| TASK BRIEF |
The required output is the lines below from the line containing "Which roads connect" to the line containing "Write the network", inclusive, retyped exactly. No other lines belong in it.

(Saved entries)

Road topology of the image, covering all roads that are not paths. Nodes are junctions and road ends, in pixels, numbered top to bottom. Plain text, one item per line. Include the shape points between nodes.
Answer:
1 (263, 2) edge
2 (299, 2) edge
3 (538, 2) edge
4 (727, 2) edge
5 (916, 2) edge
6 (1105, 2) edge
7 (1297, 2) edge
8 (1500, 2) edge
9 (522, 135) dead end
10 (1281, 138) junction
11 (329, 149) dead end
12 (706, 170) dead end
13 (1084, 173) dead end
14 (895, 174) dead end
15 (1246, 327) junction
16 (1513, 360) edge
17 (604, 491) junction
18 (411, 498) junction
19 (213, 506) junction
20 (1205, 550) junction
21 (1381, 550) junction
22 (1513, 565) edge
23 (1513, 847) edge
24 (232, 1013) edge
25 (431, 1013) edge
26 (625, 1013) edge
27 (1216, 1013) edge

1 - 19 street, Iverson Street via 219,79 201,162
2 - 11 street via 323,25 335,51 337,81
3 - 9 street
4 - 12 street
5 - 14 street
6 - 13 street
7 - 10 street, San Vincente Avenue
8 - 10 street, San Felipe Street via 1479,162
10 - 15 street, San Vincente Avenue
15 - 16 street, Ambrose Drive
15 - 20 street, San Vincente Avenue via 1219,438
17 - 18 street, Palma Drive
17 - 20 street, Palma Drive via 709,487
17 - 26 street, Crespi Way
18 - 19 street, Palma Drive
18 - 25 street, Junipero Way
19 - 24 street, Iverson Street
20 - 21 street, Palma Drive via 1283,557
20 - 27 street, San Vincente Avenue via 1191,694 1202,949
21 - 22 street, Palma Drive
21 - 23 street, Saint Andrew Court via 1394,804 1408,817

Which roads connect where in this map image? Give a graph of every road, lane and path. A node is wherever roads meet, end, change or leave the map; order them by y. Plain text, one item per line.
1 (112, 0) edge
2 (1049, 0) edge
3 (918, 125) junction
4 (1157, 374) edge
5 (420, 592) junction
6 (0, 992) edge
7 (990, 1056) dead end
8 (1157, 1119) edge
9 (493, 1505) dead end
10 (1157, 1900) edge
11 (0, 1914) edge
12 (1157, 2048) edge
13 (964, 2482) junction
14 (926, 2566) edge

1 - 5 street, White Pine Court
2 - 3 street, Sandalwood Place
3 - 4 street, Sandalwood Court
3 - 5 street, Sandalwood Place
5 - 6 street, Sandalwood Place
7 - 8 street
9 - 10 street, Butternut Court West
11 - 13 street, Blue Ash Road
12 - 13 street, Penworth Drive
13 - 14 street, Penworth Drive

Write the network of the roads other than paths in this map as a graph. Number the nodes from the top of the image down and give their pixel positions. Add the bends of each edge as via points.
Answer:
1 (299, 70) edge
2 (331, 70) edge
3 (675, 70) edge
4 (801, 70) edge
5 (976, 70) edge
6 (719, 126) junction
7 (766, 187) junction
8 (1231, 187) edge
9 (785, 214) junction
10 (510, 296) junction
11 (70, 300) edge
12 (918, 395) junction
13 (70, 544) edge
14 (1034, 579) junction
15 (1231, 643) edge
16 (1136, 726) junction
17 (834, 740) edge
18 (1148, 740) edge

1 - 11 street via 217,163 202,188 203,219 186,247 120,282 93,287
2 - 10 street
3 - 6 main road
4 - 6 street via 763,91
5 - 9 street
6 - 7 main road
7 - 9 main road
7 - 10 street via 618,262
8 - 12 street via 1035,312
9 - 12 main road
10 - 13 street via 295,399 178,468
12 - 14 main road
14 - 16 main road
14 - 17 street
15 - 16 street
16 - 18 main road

| SOLUTION TO THIS PROBLEM |
Which roads connect where in this map image? Give a graph of every road, lane and path. A node is wherever roads meet, end, change or leave the map; order them by y. Plain text, one item per line.
1 (112, 0) edge
2 (1049, 0) edge
3 (918, 125) junction
4 (1157, 374) edge
5 (420, 592) junction
6 (0, 992) edge
7 (990, 1056) dead end
8 (1157, 1119) edge
9 (493, 1505) dead end
10 (1157, 1900) edge
11 (0, 1914) edge
12 (1157, 2048) edge
13 (964, 2482) junction
14 (926, 2566) edge

1 - 5 street, White Pine Court
2 - 3 street, Sandalwood Place
3 - 4 street, Sandalwood Court
3 - 5 street, Sandalwood Place
5 - 6 street, Sandalwood Place
7 - 8 street
9 - 10 street, Butternut Court West
11 - 13 street, Blue Ash Road
12 - 13 street, Penworth Drive
13 - 14 street, Penworth Drive

Write the network of the roads other than paths in this map as a graph. Number the nodes from the top of the image down and give their pixel positions. Add the bends of each edge as via points.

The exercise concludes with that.